Australian shares fall

29 Apr, 2015

Australian shares fell on Tuesday as investors shrugged off a rebound in iron ore prices and booked gains after a recent winning streak. The S&P/ASX 200 index fell 0.6 percent or 34.2 points to 5948.5 by the close of trade. The benchmark hit a seven-year closing high of 5,982.7 on Monday. New Zealand's benchmark NZX 50 index edged up 4.2 points or 0.1 percent to finish the session at 5769.7.

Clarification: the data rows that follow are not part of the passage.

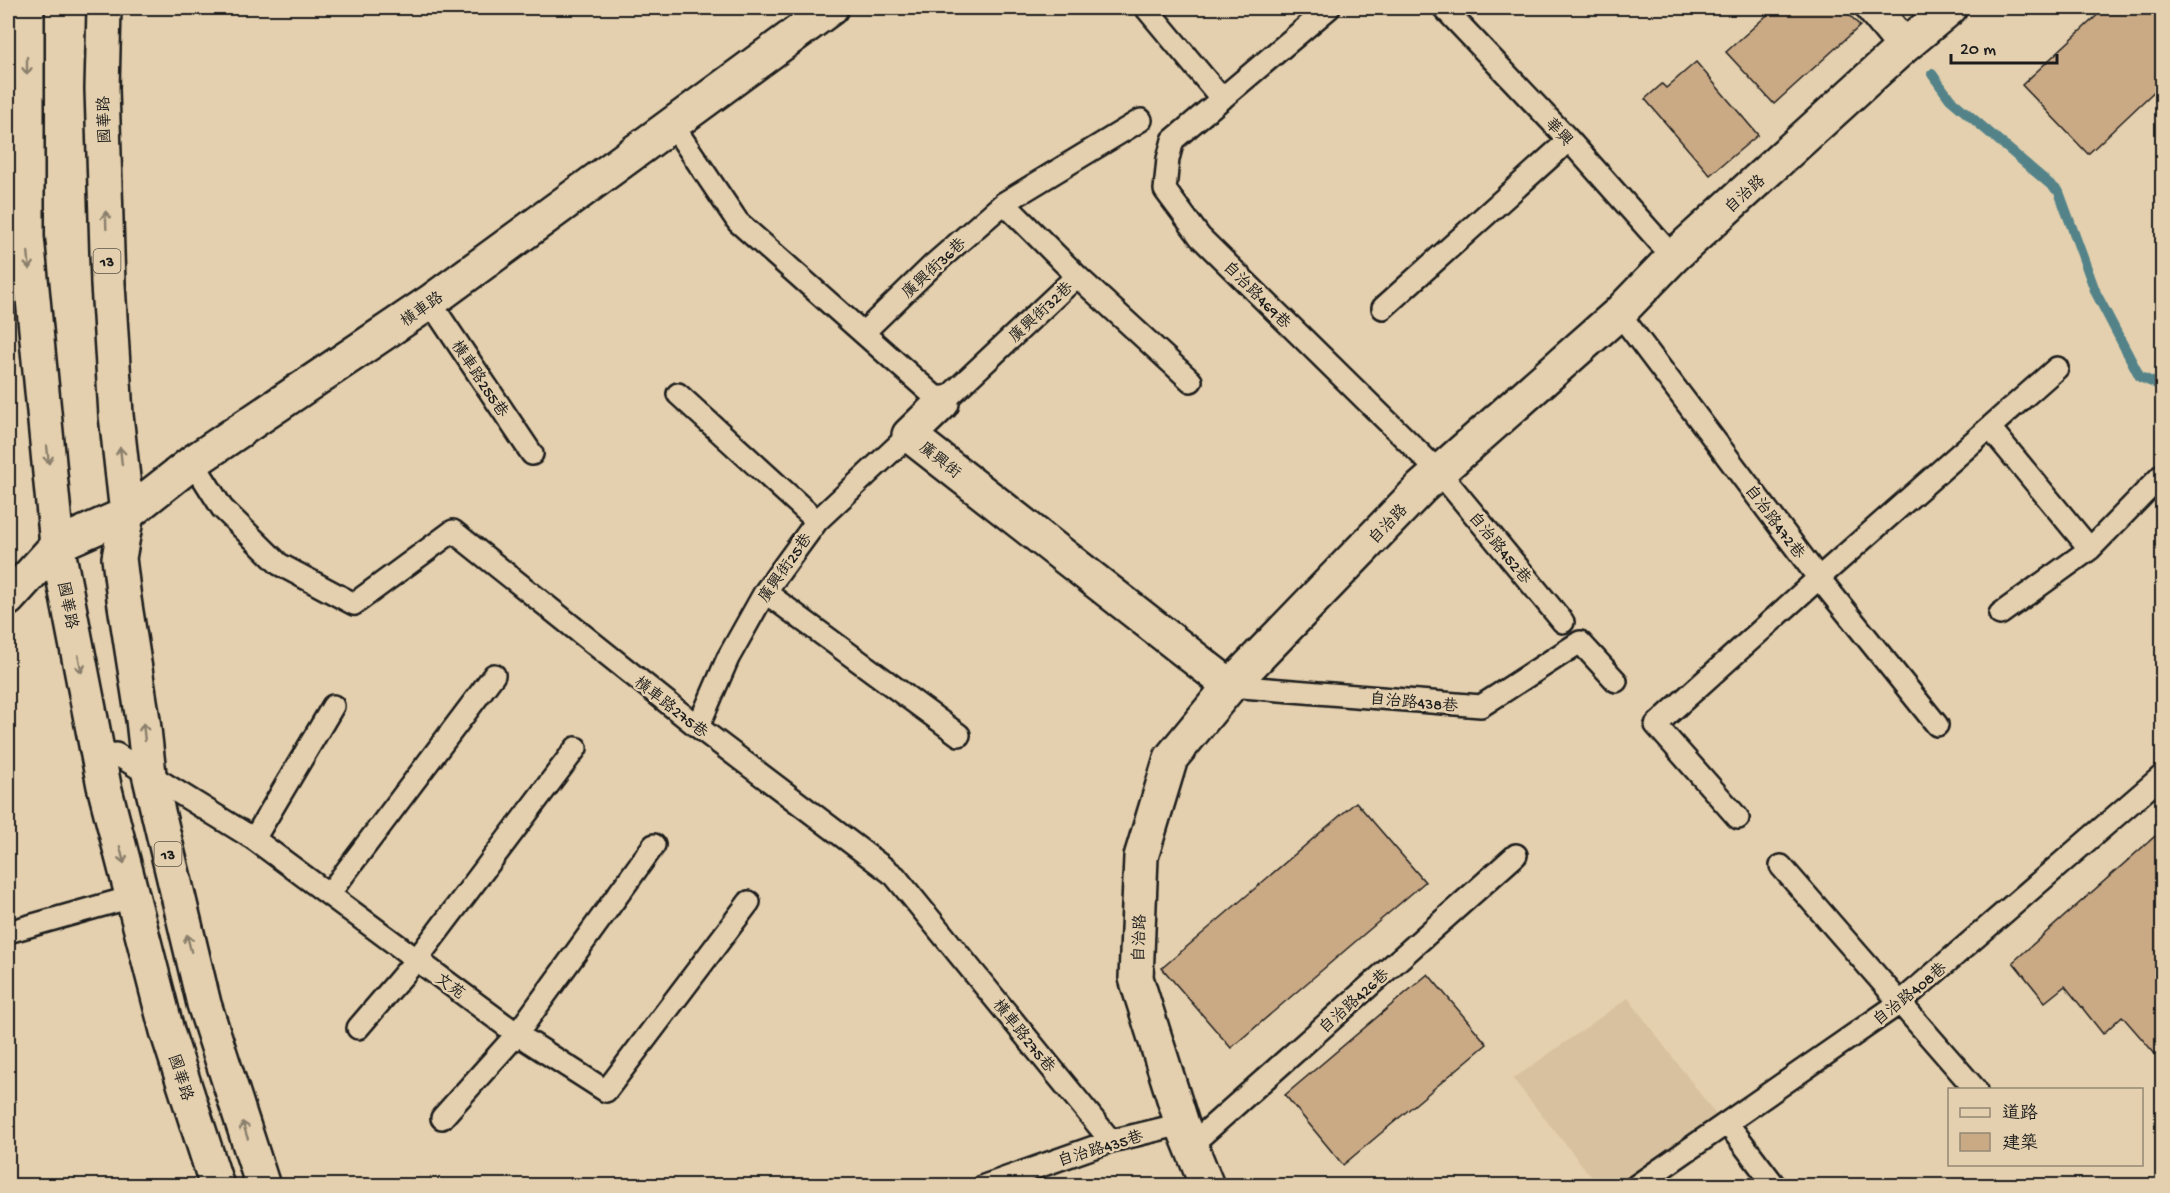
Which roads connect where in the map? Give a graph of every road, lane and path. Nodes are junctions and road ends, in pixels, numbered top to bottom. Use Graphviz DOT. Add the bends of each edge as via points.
graph roads {
  1 [pos="27,8"];
  2 [pos="104,8"];
  3 [pos="831,8"];
  4 [pos="1146,8"];
  5 [pos="1329,8"];
  6 [pos="1443,8"];
  7 [pos="1873,8"];
  8 [pos="1950,8"];
  9 [pos="1901,46"];
  10 [pos="1222,99"];
  11 [pos="1141,120"];
  12 [pos="672,124"];
  13 [pos="1569,140"];
  14 [pos="1004,203"];
  15 [pos="1673,257"];
  16 [pos="1077,276"];
  17 [pos="430,302"];
  18 [pos="1383,309"];
  19 [pos="1619,313"];
  20 [pos="863,333"];
  21 [pos="2057,368"];
  22 [pos="1191,381"];
  23 [pos="678,394"];
  24 [pos="942,403"];
  25 [pos="1990,429"];
  26 [pos="909,435"];
  27 [pos="532,454"];
  28 [pos="193,462"];
  29 [pos="1440,472"];
  30 [pos="2163,475"];
  31 [pos="127,514"];
  32 [pos="817,520"];
  33 [pos="57,545"];
  34 [pos="2090,549"];
  35 [pos="1820,577"];
  36 [pos="765,592"];
  37 [pos="8,599"];
  38 [pos="2001,614"];
  39 [pos="1563,622"];
  40 [pos="495,675"];
  41 [pos="1616,681"];
  42 [pos="1230,686"];
  43 [pos="333,706"];
  44 [pos="1937,725"];
  45 [pos="698,727"];
  46 [pos="959,735"];
  47 [pos="576,748"];
  48 [pos="98,758"];
  49 [pos="148,774"];
  50 [pos="2163,776"];
  51 [pos="1738,818"];
  52 [pos="254,839"];
  53 [pos="654,845"];
  54 [pos="1516,855"];
  55 [pos="1781,866"];
  56 [pos="329,894"];
  57 [pos="132,897"];
  58 [pos="749,902"];
  59 [pos="8,932"];
  60 [pos="417,959"];
  61 [pos="1901,1002"];
  62 [pos="358,1028"];
  63 [pos="517,1034"];
  64 [pos="1975,1088"];
  65 [pos="442,1118"];
  66 [pos="1727,1123"];
  67 [pos="1186,1135"];
  68 [pos="1111,1141"];
  69 [pos="217,1185"];
  70 [pos="263,1185"];
  71 [pos="984,1185"];
  72 [pos="1207,1185"];
  73 [pos="1636,1185"];
  74 [pos="1775,1185"];
  1 -- 33 [label="street, 國華路, one-way" via="27,237"];
  31 -- 2 [label="street, 國華路 / 13, one-way" via="108,284 102,89"];
  3 -- 12 [label="street, 橫車路"];
  4 -- 10 [label="lane"];
  5 -- 10 [label="lane"];
  6 -- 13 [label="lane, 華興"];
  7 -- 9 [label="street"];
  8 -- 9 [label="street, 自治路"];
  9 -- 15 [label="street, 自治路"];
  10 -- 29 [label="lane, 自治路469巷" via="1173,140 1165,190 1200,237"];
  11 -- 14 [label="lane, 廣興街36巷"];
  12 -- 17 [label="street, 橫車路"];
  12 -- 20 [label="lane" via="738,222"];
  13 -- 15 [label="lane, 華興"];
  13 -- 18 [label="lane"];
  14 -- 16 [label="lane"];
  14 -- 20 [label="lane, 廣興街36巷"];
  15 -- 19 [label="street, 自治路"];
  16 -- 22 [label="lane, 廣興街32巷"];
  16 -- 24 [label="lane, 廣興街32巷"];
  17 -- 27 [label="lane, 橫車路255巷"];
  17 -- 28 [label="street, 橫車路"];
  19 -- 29 [label="street, 自治路"];
  19 -- 35 [label="lane, 自治路472巷"];
  20 -- 24 [label="lane"];
  21 -- 25 [label="lane"];
  23 -- 32 [label="lane"];
  24 -- 26 [label="street, 廣興街"];
  25 -- 34 [label="lane"];
  25 -- 35 [label="lane"];
  26 -- 32 [label="lane, 廣興街25巷"];
  26 -- 42 [label="street, 廣興街"];
  28 -- 31 [label="street, 橫車路"];
  28 -- 45 [label="lane, 橫車路275巷" via="222,508 279,564 354,604 453,531"];
  29 -- 39 [label="lane, 自治路452巷"];
  29 -- 42 [label="street, 自治路"];
  30 -- 34 [label="lane"];
  31 -- 33 [label="street, 橫車路"];
  49 -- 31 [label="street, 國華路 / 13, one-way" via="119,558"];
  32 -- 36 [label="lane, 廣興街25巷"];
  33 -- 37 [label="street, 橫車路"];
  33 -- 48 [label="street, 國華路, one-way"];
  34 -- 38 [label="lane"];
  35 -- 44 [label="lane, 自治路472巷"];
  35 -- 51 [label="lane" via="1656,725"];
  36 -- 45 [label="lane, 廣興街25巷" via="728,657"];
  36 -- 46 [label="lane"];
  40 -- 56 [label="lane"];
  41 -- 42 [label="lane, 自治路438巷" via="1580,642 1481,706"];
  42 -- 67 [label="street, 自治路" via="1171,758 1141,857 1136,978"];
  43 -- 52 [label="lane"];
  45 -- 68 [label="lane, 橫車路275巷" via="895,876"];
  47 -- 60 [label="lane"];
  48 -- 49 [label="lane, 文苑" via="116,754"];
  48 -- 57 [label="street, 國華路, one-way"];
  49 -- 52 [label="lane, 文苑"];
  70 -- 49 [label="street, 國華路 / 13, one-way" via="204,1004"];
  50 -- 61 [label="lane, 自治路408巷"];
  52 -- 56 [label="lane, 文苑"];
  53 -- 63 [label="lane"];
  54 -- 67 [label="lane, 自治路426巷"];
  55 -- 61 [label="lane"];
  56 -- 60 [label="lane, 文苑"];
  57 -- 59 [label="lane"];
  57 -- 69 [label="street, 國華路" via="167,1031"];
  58 -- 63 [label="lane, 文苑" via="606,1091"];
  60 -- 62 [label="lane"];
  60 -- 63 [label="lane, 文苑"];
  61 -- 64 [label="lane"];
  61 -- 66 [label="lane, 自治路408巷"];
  63 -- 65 [label="lane"];
  66 -- 73 [label="lane, 自治路408巷"];
  66 -- 74 [label="lane"];
  67 -- 68 [label="lane, 自治路435巷"];
  67 -- 72 [label="street, 自治路"];
  68 -- 71 [label="lane, 自治路435巷"];
}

Iron ore futures have risen in recent sessions as Chinese steel mills pick up their purchasing of the raw building material, but investors still avoided resource stocks amid concerns the pick-up may be short-lived. A weaker finish on Wall Street also dragged down Australian health stocks after that sector led US equities lower. "That 6,000 level is becoming more and more significant," said CMC Markets chief market strategist Michael McCarthy.
"Each time we pull back from that level it becomes a more significant hurdle so it looks like it will need a fairly significant change for the market to get through that." Echoing Wall Street, health stocks were the biggest drag in Australia with global blood plasma products maker CSL down 1.5 percent, medical device maker ResMed and hearing aid maker Cochlear both off by 3 percent.
Mining giant Rio Tinto fell 1 percent while rival BHP Billiton held steady. Energy stocks tracked the commodity's spot price lower, with Oil Search down 2 percent and Woodside Petroleum down 0.2 percent. Banks were mixed, with Westpac Banking Corp and Australia and New Zealand Banking Group both fell about half of 1 percent, while National Australia Bank and Commonwealth Bank of Australia rose 0.2 percent each.
Elsewhere, recruiting agent Ashley Services Group dropped by two thirds after issuing an earnings downgrade. New Zealand's construction materials maker Fletcher Building rose nearly 2 percent after a fund manager said it reduced its stake in the firm, the largest on the NZX50. Steel and Tube rose 1.8 percent while casino operator SkyCity Entertainment rose 1.8 percent and online auction site Trade Me pushed up 1.4 percent. Orion Health Group rose 3 percent after saying full-year operating revenue rose 7 percent.